A beach and a turquoise lagoon
The view from our patio in Mo’orea

Of course, the next four months weren’t all blissful swims in picturesque island lagoons. But they were pretty good and different in kind, not just length, from other trips I’ve taken.

Frangipani with turquoise water in the background
The view from another beachfront accommodation. This one was a little bungalow in Ko Ngai, Thailand.

The memory of the feeling of freedom I had on our “big trip” came back to me recently, as I read a fascinating book called Rowing to Latitude, by Jill Fredston. The journeys Fredston and her husband take make my four months of budget travel look like a luxury tour. They pack their gear and food for months-long expeditions into rowing boats and paddle Arctic waters. Reading Fredston’s descriptions of their trips, I knew I had no desire to undertake an expedition like theirs. But I also knew I’d love to undertake another expedition of some sort, perhaps like that Circle Pacific trip. It is not feasible right now — we have school-age children, a mortgage on a house we want to keep, and myriad other commitments that keep our vacations to the two-week variety.
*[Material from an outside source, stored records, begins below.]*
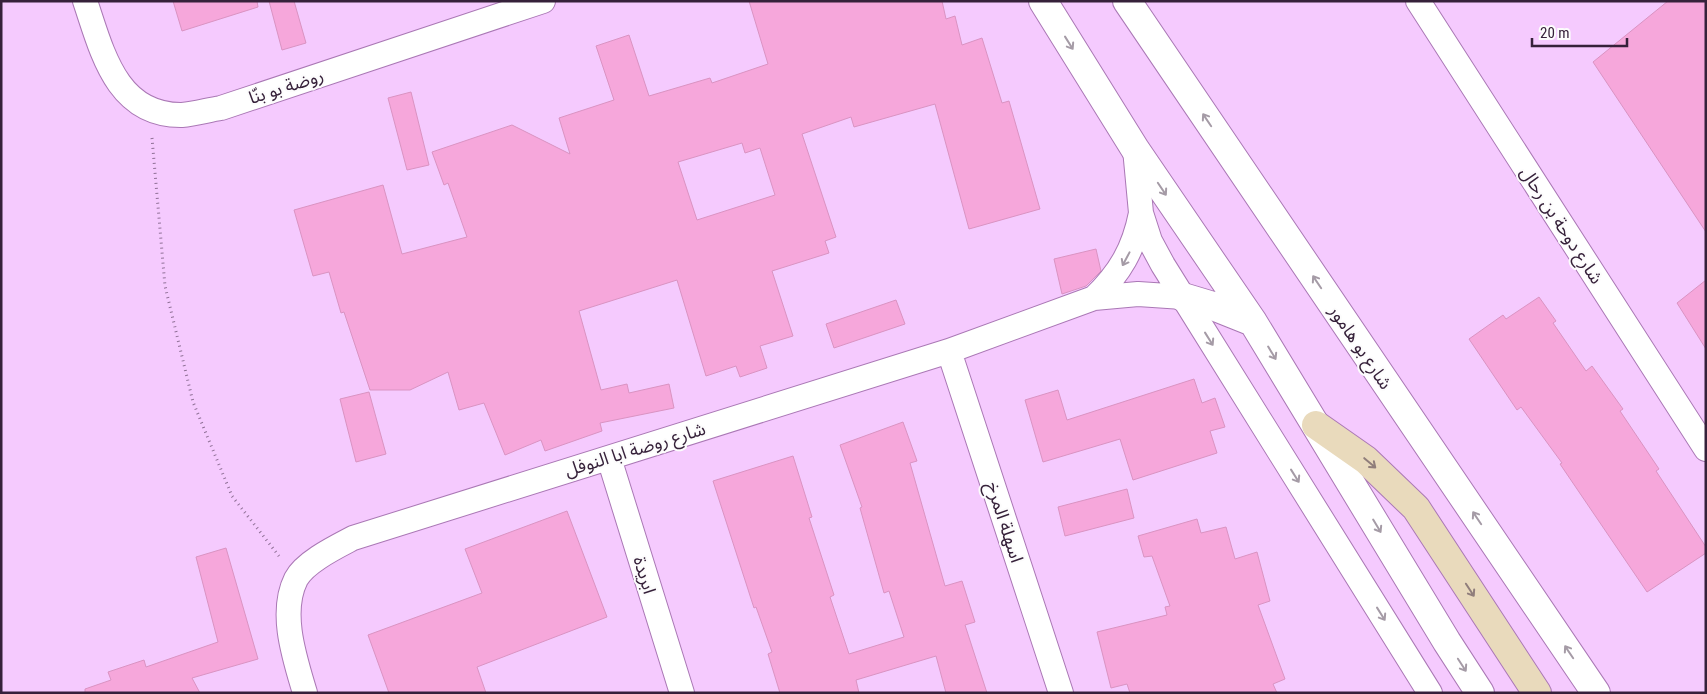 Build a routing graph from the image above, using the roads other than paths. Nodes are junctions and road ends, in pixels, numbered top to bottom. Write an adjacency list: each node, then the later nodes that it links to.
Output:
1 (86, 1): 2 (street, روضة بو بنّا)
2 (543, 1)
3 (1043, 1): 8 (street, one-way to 8)
4 (1127, 1): 7 (street, شارع بو هامور)
5 (1144, 1): 7 (street)
6 (1423, 3): 15 (street, شارع دوحة بن رحال)
7 (1144, 28): 24 (street, شارع بو هامور, one-way to 7)
8 (1135, 149): 9 (street); 12 (street, one-way to 12)
9 (1141, 213): 10 (street); 11 (street, شارع روضة ابا النوفل, one-way to 11)
10 (1183, 297): 11 (street, شارع روضة ابا النوفل); 12 (street); 17 (street, one-way to 17)
11 (1094, 298): 13 (street, شارع روضة ابا النوفل)
12 (1253, 322): 14 (street, one-way to 14)
13 (949, 351): 16 (street, شارع روضة ابا النوفل); 20 (street, اسهلة المرخ)
14 (1316, 425): 22 (street, one-way to 22); 23 (main road, one-way to 23)
15 (1706, 448)
16 (608, 458): 18 (street, شارع روضة ابا النوفل); 19 (street, ابريدة)
17 (1415, 683): 21 (street)
18 (305, 693)
19 (682, 693)
20 (1061, 693)
21 (1430, 693)
22 (1480, 693)
23 (1538, 693)
24 (1596, 693)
But someday… someday I’ll have another trip that is more than a vacation. I struggle to explain what makes a “big trip” different than a vacation. It isn’t just the length of time, although that surely plays a role. I think it has something to do with that feeling of freedom I had in the lagoon in Mo’orea. As Fredston puts it:

Departure, though, means freedom. Freedom from the tyranny of lists, the daily ritual of adding more “to do” items to the list of things still undone. Freedom from hearing the phone ring, let alone answering it. Freedom from choice, and temporarily, from a culture that equates success with having the greatest number of possessions, friends, and commitments to choose from.”
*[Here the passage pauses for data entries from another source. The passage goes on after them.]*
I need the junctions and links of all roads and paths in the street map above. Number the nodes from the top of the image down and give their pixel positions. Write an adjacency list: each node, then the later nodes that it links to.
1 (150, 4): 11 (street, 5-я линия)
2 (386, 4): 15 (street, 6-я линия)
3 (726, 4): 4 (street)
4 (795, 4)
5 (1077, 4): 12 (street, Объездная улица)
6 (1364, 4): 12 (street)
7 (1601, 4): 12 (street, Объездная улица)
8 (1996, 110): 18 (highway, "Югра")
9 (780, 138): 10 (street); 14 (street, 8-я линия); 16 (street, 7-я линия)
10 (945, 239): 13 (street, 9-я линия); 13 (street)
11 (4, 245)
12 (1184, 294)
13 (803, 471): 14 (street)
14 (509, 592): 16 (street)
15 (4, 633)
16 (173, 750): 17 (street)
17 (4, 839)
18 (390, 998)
Although my preferred sort of expedition is quite different from Fredston’s, that sense of freedom is the same.

But even that isn’t the full explanation for why I feel the lure of another “big trip.” I think all travel teaches us about ourselves, but there is something about undertaking a longer trip that intensifies that effect. Our Circle Pacific trip helped me better understand my weaknesses and learn how to make some compensations for them. I am still prone to impatience with incompetence, but by the end of that trip I had learned to pause and look at different perspectives before diagnosing incompetence. The trip also gave me more confidence in my strengths, even the ones other people sometimes poke fun at. When my husband and I were laid flat with a bad case of food poisoning in Chiang Mai, my “excessive planning” is the reason we had oral rehydration salts in our first aid kit.

A Thai wat with golden decorations
Wat Pan On, in Chiang Mai. One of the sites we managed to visit before we got sick.

Perhaps even more importantly, though, I came home from that trip with a clearer knowledge of what matters to me in life. As Fredston explains in the introduction to her book:

In the process of journeying, we seem to have become the journey, blurring the boundaries between the physical landscape outside of ourselves and the spiritual landscape within.

That is not something you can get from most two-week vacations, but having experienced it once I can tell you it is wonderfully perspective-altering — and perhaps a bit addictive.